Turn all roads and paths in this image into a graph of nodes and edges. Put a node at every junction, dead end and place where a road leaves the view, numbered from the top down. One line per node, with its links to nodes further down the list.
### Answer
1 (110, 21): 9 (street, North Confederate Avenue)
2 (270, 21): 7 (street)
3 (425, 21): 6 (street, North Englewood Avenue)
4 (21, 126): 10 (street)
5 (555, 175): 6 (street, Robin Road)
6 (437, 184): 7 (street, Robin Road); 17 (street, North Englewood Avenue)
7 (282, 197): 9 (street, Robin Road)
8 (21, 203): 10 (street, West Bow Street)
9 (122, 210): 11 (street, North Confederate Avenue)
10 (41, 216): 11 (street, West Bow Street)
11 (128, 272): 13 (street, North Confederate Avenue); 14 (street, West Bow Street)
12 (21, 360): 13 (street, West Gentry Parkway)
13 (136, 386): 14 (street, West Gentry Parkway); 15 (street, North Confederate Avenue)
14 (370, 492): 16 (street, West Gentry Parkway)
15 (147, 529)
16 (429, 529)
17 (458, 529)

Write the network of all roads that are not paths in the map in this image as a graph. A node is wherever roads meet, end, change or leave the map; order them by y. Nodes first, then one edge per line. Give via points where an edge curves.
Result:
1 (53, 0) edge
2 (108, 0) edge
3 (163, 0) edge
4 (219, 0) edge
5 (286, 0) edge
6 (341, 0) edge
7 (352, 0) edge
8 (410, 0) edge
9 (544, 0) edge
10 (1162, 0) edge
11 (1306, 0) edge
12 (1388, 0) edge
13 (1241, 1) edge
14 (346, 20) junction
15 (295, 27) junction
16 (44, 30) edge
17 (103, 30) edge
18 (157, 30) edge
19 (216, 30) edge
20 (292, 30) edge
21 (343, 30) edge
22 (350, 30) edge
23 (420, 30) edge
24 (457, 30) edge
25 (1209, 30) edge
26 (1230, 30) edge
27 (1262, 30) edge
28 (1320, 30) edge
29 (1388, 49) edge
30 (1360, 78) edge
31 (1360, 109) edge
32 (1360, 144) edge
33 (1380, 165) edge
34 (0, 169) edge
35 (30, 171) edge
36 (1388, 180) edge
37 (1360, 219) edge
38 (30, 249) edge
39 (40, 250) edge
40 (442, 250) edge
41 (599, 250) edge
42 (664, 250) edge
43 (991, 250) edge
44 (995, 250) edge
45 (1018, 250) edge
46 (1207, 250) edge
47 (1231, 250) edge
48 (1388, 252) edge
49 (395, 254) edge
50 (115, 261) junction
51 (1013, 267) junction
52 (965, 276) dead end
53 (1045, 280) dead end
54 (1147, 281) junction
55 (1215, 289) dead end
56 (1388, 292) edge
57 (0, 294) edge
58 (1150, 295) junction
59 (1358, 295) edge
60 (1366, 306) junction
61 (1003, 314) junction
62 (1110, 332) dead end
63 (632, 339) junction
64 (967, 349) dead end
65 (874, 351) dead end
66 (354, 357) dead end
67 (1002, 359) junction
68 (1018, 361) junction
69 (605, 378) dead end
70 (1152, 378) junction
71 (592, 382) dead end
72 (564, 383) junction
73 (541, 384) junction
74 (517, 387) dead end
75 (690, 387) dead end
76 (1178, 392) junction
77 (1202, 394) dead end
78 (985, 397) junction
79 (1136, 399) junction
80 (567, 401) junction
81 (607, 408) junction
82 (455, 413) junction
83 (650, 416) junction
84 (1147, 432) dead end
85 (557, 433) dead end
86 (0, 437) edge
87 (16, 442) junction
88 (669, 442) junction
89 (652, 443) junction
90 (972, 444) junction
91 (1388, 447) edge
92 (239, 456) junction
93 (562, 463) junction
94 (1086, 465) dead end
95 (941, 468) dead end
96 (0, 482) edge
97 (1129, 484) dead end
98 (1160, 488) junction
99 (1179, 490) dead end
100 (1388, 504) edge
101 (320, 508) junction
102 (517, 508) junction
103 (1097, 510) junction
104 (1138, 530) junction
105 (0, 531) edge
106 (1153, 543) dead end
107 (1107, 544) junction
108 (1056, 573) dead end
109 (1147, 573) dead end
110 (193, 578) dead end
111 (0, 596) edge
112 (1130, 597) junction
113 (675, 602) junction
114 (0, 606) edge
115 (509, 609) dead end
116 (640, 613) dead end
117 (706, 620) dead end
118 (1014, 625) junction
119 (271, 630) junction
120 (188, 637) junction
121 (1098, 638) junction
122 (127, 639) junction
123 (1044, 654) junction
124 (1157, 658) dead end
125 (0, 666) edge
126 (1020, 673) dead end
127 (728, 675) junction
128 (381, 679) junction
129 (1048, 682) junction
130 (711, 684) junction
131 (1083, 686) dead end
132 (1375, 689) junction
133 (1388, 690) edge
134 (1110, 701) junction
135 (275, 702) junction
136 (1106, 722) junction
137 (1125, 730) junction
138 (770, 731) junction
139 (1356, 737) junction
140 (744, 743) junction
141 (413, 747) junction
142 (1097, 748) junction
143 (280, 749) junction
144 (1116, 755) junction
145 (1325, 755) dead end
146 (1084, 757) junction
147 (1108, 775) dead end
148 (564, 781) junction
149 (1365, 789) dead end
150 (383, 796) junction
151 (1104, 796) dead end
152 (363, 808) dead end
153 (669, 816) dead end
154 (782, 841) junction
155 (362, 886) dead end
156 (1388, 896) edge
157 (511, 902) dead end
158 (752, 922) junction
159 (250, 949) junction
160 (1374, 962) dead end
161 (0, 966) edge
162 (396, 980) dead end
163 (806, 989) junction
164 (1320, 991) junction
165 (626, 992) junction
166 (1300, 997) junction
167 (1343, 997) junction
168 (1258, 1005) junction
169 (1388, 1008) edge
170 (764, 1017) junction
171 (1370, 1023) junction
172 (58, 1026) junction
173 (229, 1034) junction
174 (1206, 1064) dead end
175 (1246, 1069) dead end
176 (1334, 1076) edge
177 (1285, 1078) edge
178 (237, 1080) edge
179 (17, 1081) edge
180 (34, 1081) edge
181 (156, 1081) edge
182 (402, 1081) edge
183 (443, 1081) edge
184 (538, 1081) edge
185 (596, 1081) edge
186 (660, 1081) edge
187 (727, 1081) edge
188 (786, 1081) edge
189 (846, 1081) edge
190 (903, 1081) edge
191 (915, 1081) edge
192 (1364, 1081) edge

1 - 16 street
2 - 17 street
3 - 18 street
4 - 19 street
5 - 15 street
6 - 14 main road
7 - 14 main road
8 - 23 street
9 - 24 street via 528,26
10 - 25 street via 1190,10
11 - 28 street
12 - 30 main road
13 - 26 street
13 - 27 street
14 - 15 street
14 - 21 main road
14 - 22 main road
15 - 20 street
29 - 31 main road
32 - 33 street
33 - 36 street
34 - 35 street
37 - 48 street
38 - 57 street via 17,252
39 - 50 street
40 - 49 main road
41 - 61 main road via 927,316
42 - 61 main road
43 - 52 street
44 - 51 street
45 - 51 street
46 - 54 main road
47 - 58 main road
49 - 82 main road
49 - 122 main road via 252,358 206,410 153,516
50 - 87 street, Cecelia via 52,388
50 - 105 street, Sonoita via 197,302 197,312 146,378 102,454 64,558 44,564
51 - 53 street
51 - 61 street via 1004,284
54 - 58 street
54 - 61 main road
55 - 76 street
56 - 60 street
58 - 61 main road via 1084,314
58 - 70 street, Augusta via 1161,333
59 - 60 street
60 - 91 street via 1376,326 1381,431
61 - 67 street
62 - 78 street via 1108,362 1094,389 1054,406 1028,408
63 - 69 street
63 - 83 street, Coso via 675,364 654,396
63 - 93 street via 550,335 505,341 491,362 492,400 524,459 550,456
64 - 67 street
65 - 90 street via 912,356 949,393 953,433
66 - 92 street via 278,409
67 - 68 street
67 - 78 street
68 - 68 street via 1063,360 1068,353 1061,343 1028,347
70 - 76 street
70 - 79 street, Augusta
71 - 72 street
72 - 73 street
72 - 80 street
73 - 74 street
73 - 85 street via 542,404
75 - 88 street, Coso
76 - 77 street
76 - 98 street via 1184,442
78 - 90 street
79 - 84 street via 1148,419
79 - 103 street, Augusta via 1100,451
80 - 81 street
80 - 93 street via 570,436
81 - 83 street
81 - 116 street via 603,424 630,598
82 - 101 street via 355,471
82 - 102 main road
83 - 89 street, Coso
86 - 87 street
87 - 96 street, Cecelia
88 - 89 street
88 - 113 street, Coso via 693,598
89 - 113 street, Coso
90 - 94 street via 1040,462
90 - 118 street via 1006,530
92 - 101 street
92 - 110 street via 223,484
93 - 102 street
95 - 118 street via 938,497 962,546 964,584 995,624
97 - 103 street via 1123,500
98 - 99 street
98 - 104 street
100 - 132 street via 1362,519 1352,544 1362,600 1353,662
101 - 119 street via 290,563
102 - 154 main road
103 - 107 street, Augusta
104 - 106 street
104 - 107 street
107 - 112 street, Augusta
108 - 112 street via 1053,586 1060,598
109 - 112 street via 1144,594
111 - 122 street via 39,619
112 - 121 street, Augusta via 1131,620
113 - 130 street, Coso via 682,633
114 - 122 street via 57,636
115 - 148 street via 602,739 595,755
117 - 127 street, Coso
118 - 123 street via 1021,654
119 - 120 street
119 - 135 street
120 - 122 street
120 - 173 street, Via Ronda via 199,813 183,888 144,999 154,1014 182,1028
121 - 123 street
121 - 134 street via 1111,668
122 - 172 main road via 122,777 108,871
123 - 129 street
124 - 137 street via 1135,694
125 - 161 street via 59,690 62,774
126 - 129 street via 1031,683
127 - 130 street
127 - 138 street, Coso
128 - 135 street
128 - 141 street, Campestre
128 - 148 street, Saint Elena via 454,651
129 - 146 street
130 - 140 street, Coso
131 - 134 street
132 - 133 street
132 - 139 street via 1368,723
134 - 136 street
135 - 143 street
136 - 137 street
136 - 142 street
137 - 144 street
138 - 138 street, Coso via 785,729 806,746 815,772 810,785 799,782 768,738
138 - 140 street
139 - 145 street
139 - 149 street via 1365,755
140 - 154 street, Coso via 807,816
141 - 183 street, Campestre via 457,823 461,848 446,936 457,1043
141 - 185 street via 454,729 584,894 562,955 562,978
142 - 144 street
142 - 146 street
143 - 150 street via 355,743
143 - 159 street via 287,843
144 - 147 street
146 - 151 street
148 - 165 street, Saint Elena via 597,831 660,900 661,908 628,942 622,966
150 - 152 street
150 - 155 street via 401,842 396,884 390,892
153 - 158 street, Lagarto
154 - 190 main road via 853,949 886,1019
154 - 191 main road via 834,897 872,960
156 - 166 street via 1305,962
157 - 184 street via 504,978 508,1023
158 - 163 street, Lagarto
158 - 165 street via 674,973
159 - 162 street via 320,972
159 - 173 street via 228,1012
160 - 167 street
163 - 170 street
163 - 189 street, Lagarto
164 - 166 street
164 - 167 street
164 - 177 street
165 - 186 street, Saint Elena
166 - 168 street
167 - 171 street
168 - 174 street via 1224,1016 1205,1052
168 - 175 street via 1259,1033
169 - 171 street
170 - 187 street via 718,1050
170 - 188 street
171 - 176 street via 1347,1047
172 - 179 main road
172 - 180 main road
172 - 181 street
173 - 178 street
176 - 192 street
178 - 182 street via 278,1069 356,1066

++++++++

### Task statement
If a line comes after the one with "Write the network", leave it out; reproduce exactly every line of the material from the first up to and including that one.

### Solution to the problem
Turn all roads and paths in this image into a graph of nodes and edges. Put a node at every junction, dead end and place where a road leaves the view, numbered from the top down. One line per node, with its links to nodes further down the list.
### Answer
1 (110, 21): 9 (street, North Confederate Avenue)
2 (270, 21): 7 (street)
3 (425, 21): 6 (street, North Englewood Avenue)
4 (21, 126): 10 (street)
5 (555, 175): 6 (street, Robin Road)
6 (437, 184): 7 (street, Robin Road); 17 (street, North Englewood Avenue)
7 (282, 197): 9 (street, Robin Road)
8 (21, 203): 10 (street, West Bow Street)
9 (122, 210): 11 (street, North Confederate Avenue)
10 (41, 216): 11 (street, West Bow Street)
11 (128, 272): 13 (street, North Confederate Avenue); 14 (street, West Bow Street)
12 (21, 360): 13 (street, West Gentry Parkway)
13 (136, 386): 14 (street, West Gentry Parkway); 15 (street, North Confederate Avenue)
14 (370, 492): 16 (street, West Gentry Parkway)
15 (147, 529)
16 (429, 529)
17 (458, 529)

Write the network of all roads that are not paths in the map in this image as a graph. A node is wherever roads meet, end, change or leave the map; order them by y. Nodes first, then one edge per line. Give via points where an edge curves.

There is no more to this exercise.